Each line below should be reproduced without any alteration.

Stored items
◆ ◆ ◆

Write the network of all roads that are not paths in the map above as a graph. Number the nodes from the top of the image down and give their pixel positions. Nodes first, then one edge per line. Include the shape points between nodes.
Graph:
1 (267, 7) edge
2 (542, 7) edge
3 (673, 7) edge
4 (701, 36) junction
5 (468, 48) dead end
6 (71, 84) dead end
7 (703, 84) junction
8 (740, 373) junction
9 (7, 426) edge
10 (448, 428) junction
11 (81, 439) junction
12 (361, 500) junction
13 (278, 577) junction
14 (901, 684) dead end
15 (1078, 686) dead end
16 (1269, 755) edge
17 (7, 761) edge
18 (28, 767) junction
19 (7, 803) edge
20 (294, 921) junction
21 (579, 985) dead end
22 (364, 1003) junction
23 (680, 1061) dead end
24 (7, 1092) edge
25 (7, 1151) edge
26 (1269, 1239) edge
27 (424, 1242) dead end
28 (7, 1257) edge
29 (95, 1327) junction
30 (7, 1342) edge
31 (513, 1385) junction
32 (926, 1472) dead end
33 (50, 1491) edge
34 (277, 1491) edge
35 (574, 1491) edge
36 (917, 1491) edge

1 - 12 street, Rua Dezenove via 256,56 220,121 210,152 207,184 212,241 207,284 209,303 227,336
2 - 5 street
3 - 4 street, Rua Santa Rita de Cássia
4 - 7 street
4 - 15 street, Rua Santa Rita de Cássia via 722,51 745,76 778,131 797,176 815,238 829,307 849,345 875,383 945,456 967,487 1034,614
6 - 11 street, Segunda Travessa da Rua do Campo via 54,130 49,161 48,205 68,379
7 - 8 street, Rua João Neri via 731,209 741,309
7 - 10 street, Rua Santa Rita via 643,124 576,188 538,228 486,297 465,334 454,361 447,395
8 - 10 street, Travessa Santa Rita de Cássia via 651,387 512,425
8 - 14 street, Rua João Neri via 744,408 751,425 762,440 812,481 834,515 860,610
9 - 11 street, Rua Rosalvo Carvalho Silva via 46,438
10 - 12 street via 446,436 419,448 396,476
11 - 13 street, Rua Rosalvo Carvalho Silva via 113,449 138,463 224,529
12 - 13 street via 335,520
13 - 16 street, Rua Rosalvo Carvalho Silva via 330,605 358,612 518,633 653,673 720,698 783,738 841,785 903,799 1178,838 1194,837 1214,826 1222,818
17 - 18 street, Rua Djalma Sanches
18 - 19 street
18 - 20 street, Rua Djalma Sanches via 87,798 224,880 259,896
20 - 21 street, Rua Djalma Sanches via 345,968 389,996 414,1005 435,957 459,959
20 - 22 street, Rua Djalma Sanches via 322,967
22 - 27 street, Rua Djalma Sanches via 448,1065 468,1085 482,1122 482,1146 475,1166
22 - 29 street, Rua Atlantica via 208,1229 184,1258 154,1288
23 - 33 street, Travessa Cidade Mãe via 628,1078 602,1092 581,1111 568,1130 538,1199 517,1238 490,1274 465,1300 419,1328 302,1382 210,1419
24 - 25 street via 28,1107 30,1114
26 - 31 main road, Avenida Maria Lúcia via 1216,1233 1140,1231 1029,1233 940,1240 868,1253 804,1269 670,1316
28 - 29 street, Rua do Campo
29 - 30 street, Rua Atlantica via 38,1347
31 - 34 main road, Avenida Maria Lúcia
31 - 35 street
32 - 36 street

◆ ◆ ◆

- Solution to the exercise:
Write the network of all roads that are not paths in the map above as a graph. Number the nodes from the top of the image down and give their pixel positions. Nodes first, then one edge per line. Include the shape points between nodes.
Graph:
1 (267, 7) edge
2 (542, 7) edge
3 (673, 7) edge
4 (701, 36) junction
5 (468, 48) dead end
6 (71, 84) dead end
7 (703, 84) junction
8 (740, 373) junction
9 (7, 426) edge
10 (448, 428) junction
11 (81, 439) junction
12 (361, 500) junction
13 (278, 577) junction
14 (901, 684) dead end
15 (1078, 686) dead end
16 (1269, 755) edge
17 (7, 761) edge
18 (28, 767) junction
19 (7, 803) edge
20 (294, 921) junction
21 (579, 985) dead end
22 (364, 1003) junction
23 (680, 1061) dead end
24 (7, 1092) edge
25 (7, 1151) edge
26 (1269, 1239) edge
27 (424, 1242) dead end
28 (7, 1257) edge
29 (95, 1327) junction
30 (7, 1342) edge
31 (513, 1385) junction
32 (926, 1472) dead end
33 (50, 1491) edge
34 (277, 1491) edge
35 (574, 1491) edge
36 (917, 1491) edge

1 - 12 street, Rua Dezenove via 256,56 220,121 210,152 207,184 212,241 207,284 209,303 227,336
2 - 5 street
3 - 4 street, Rua Santa Rita de Cássia
4 - 7 street
4 - 15 street, Rua Santa Rita de Cássia via 722,51 745,76 778,131 797,176 815,238 829,307 849,345 875,383 945,456 967,487 1034,614
6 - 11 street, Segunda Travessa da Rua do Campo via 54,130 49,161 48,205 68,379
7 - 8 street, Rua João Neri via 731,209 741,309
7 - 10 street, Rua Santa Rita via 643,124 576,188 538,228 486,297 465,334 454,361 447,395
8 - 10 street, Travessa Santa Rita de Cássia via 651,387 512,425
8 - 14 street, Rua João Neri via 744,408 751,425 762,440 812,481 834,515 860,610
9 - 11 street, Rua Rosalvo Carvalho Silva via 46,438
10 - 12 street via 446,436 419,448 396,476
11 - 13 street, Rua Rosalvo Carvalho Silva via 113,449 138,463 224,529
12 - 13 street via 335,520
13 - 16 street, Rua Rosalvo Carvalho Silva via 330,605 358,612 518,633 653,673 720,698 783,738 841,785 903,799 1178,838 1194,837 1214,826 1222,818
17 - 18 street, Rua Djalma Sanches
18 - 19 street
18 - 20 street, Rua Djalma Sanches via 87,798 224,880 259,896
20 - 21 street, Rua Djalma Sanches via 345,968 389,996 414,1005 435,957 459,959
20 - 22 street, Rua Djalma Sanches via 322,967
22 - 27 street, Rua Djalma Sanches via 448,1065 468,1085 482,1122 482,1146 475,1166
22 - 29 street, Rua Atlantica via 208,1229 184,1258 154,1288
23 - 33 street, Travessa Cidade Mãe via 628,1078 602,1092 581,1111 568,1130 538,1199 517,1238 490,1274 465,1300 419,1328 302,1382 210,1419
24 - 25 street via 28,1107 30,1114
26 - 31 main road, Avenida Maria Lúcia via 1216,1233 1140,1231 1029,1233 940,1240 868,1253 804,1269 670,1316
28 - 29 street, Rua do Campo
29 - 30 street, Rua Atlantica via 38,1347
31 - 34 main road, Avenida Maria Lúcia
31 - 35 street
32 - 36 street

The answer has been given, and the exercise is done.